You can use default quotas to apply a quota to all instances of a given quota type. For example, a default user quota affects all users on the system for the specified volume or qtree. . In addition, default quotas enable you to modify your quotas easily.
You can use default quotas to automatically apply a limit to a large set of quota targets without having to create separate quotas for each target. For example, if you want to limit most users to 10 GB of disk space, you can specify a default user quota of 10 GB of disk space instead of creating a quota for each user. If you have specific users for whom you want to apply a different limit, you can create explicit quotas for those users. (Explicit quotas—quotas with a specific target or list of targets—override default quotas.)

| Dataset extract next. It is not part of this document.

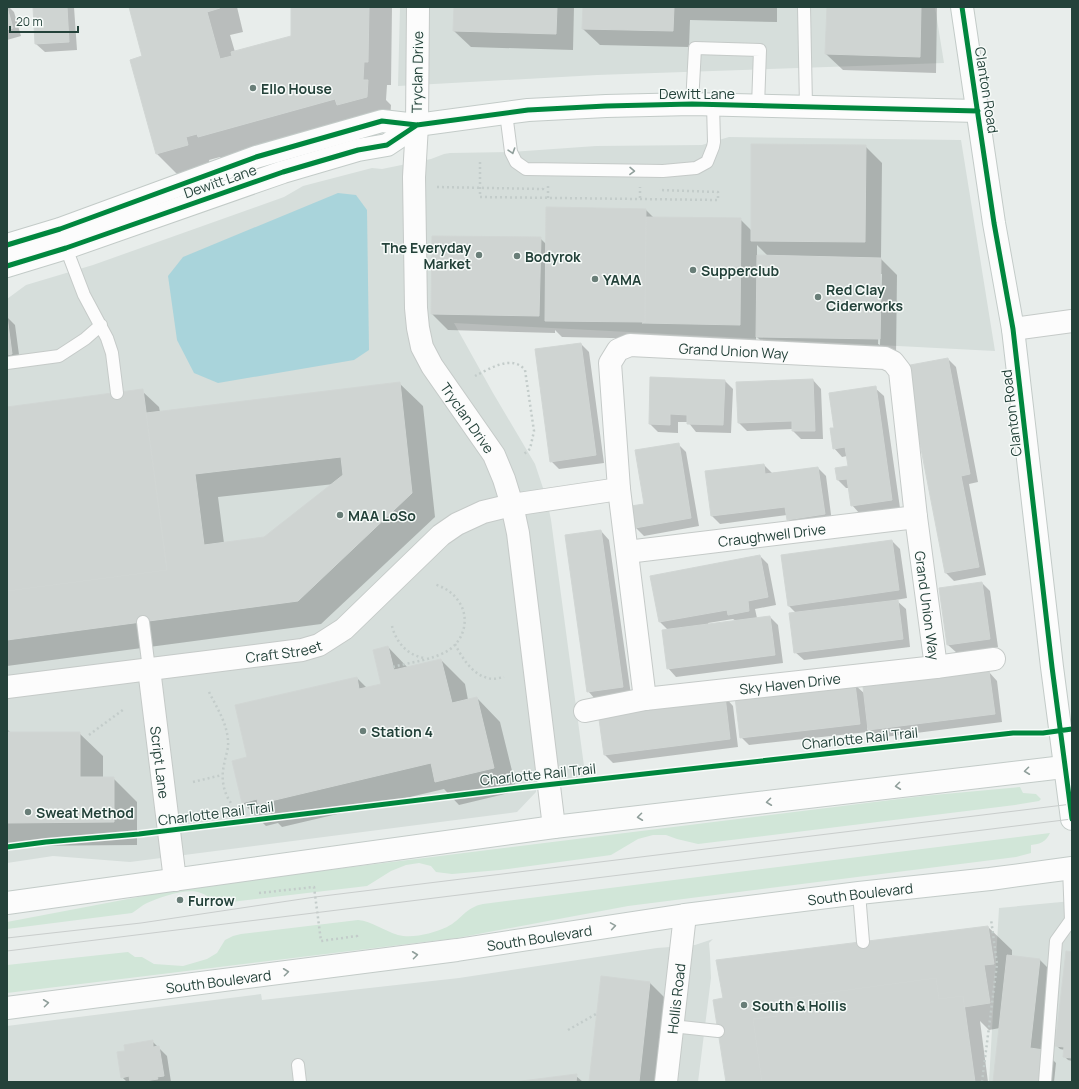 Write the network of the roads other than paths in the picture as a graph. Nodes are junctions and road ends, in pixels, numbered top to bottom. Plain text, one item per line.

In addition, default quotas enable you to use resizing rather than reinitialization when you want quota changes to take effect. For example, if you add an explicit user quota to a volume that already has a default user quota, you can activate the new quota by resizing.
Default quotas can be applied to all three types of quota target (users, groups, and qtrees).
Default quotas do not necessarily have specified limits; a default quota can be a tracking quota.
#Quota target type disk files thold sdisk sfile #----------- ---- ---- ----- ----- ----- ----- * user@/vol/vol1 50M
If any user on the system enters a command that would cause that user's data to take up more than 50 MB in vol1 (for example, writing to a file from an editor), the command fails.